The person at the front of the line would take a handful of Floo powder (A magical powder that would allow people to step into a fireplace unburned, and either communicate or teleport there), call out the name of their destination, and disappear. Naturally, such a service was popular, hence the lines, and expensive, hence the muttering.
As Zephyrus crossed through the terminal, he heard mutterings in the vein of “Twelve Sickles to Moose Jaw, that’s insane. I’ve got a Meteorites game tonight, if I miss it…” and “Well if we wait three hours we can save a galleon on a Floo to Australia, I did see some shops…” Of course, he was not planning to take a Floo anywhere so exotic, he eneted the line labeled “Intracity” and paid out three bronze Knuts, a small wizard coin, and accepted the ticket. The line moved slowly, but after about ten minutes, he arrived at the front.
“Nineteen Main, Seventeenth Floor,” he said, simply. The attendant repeated it into the fire, and Zephyrus stepped in. A quick, tickling sensation followed, and he stepped out into an apartment building, clearly in a lobby. It was round and circular, filled with chattering people, despite being empty. The pictures, one containing a pack of men sitting on a girder high above the city, lunch pails out and work clothes on, and the other with a well-to-do woman blowing up a plant with her wand, were bickering back and forth. The figures appeared to leave one frame and re-appear in another, a talent they were certainly using to the utmost.
Zephyrus let out one shrill whistle, and the talking ceased. “Anyone tell me where apartment 17-B is?”
One of the men sitting on a girder of the building nodded. “About seven or eight doors down that hallway,” he pointed at one corridor, which seemed to be slowly revolving around the room, at an entirely different rate and direction from the four or five others in the seventeenth-floor lobby.

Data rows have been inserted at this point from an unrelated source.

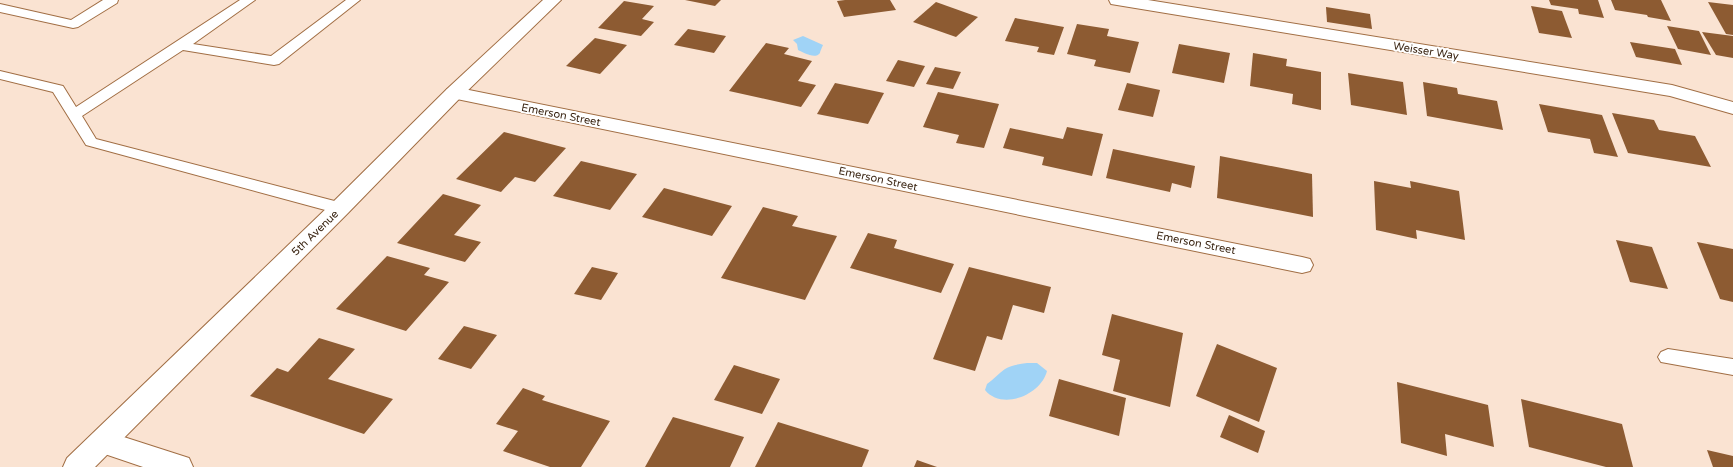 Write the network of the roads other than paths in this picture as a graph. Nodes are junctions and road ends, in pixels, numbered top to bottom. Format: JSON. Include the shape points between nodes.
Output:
{"nodes":[{"id":1,"x":112,"y":0,"type":"edge"},
{"id":2,"x":249,"y":0,"type":"edge"},
{"id":3,"x":354,"y":0,"type":"edge"},
{"id":4,"x":553,"y":0,"type":"edge"},
{"id":5,"x":1117,"y":0,"type":"edge"},
{"id":6,"x":0,"y":8,"type":"edge"},
{"id":7,"x":181,"y":46,"type":"junction"},
{"id":8,"x":0,"y":75,"type":"edge"},
{"id":9,"x":454,"y":93,"type":"junction"},
{"id":10,"x":1733,"y":108,"type":"edge"},
{"id":11,"x":74,"y":115,"type":"junction"},
{"id":12,"x":340,"y":208,"type":"junction"},
{"id":13,"x":1302,"y":265,"type":"dead end"},
{"id":14,"x":1668,"y":357,"type":"dead end"},
{"id":15,"x":1733,"y":367,"type":"edge"},
{"id":16,"x":102,"y":442,"type":"junction"},
{"id":17,"x":77,"y":467,"type":"edge"},
{"id":18,"x":179,"y":467,"type":"edge"}],
"edges":[{"from":1,"to":6,"type":"lane","via":[[74,24]]},
{"from":2,"to":7,"type":"lane"},
{"from":3,"to":7,"type":"lane","via":[[274,62]]},
{"from":4,"to":9,"type":"street","name":"5th Avenue"},
{"from":5,"to":10,"type":"street","name":"Weisser Way","via":[[1672,91]]},
{"from":7,"to":11,"type":"lane"},
{"from":8,"to":11,"type":"lane","via":[[58,89]]},
{"from":9,"to":12,"type":"street","name":"5th Avenue"},
{"from":9,"to":13,"type":"street","name":"Emerson Street"},
{"from":11,"to":12,"type":"lane","via":[[91,142]]},
{"from":12,"to":16,"type":"street","name":"5th Avenue"},
{"from":14,"to":15,"type":"lane"},
{"from":16,"to":17,"type":"street","name":"5th Avenue"},
{"from":16,"to":18,"type":"street"}]}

Zephyrus nodded, and started down it. He noticed that as soon as he entered the hallway the feeling of motion abruptly ceased, and he wondered for a moment what idiot decided it would be a good idea to put revolving corridors in an apartment building. He looked at the numbers on the doors, which seemed to go in no particular order, and came to a large, ornate door. He knocked a few times, hearing a chime go off somewhere inside the apartment, and the door abruptly opened.
The door opened, and a young woman stepped out, black-haired and brown-eyed, staring at Zephyrus intently. As soon as she recognized him, she reached for her robe pocket, and pulled out her wand, leveling it at Zachary’s eye.
“It’s you. Thought I told you never to come back.”
“I got a job. I’m teaching at the Institute.”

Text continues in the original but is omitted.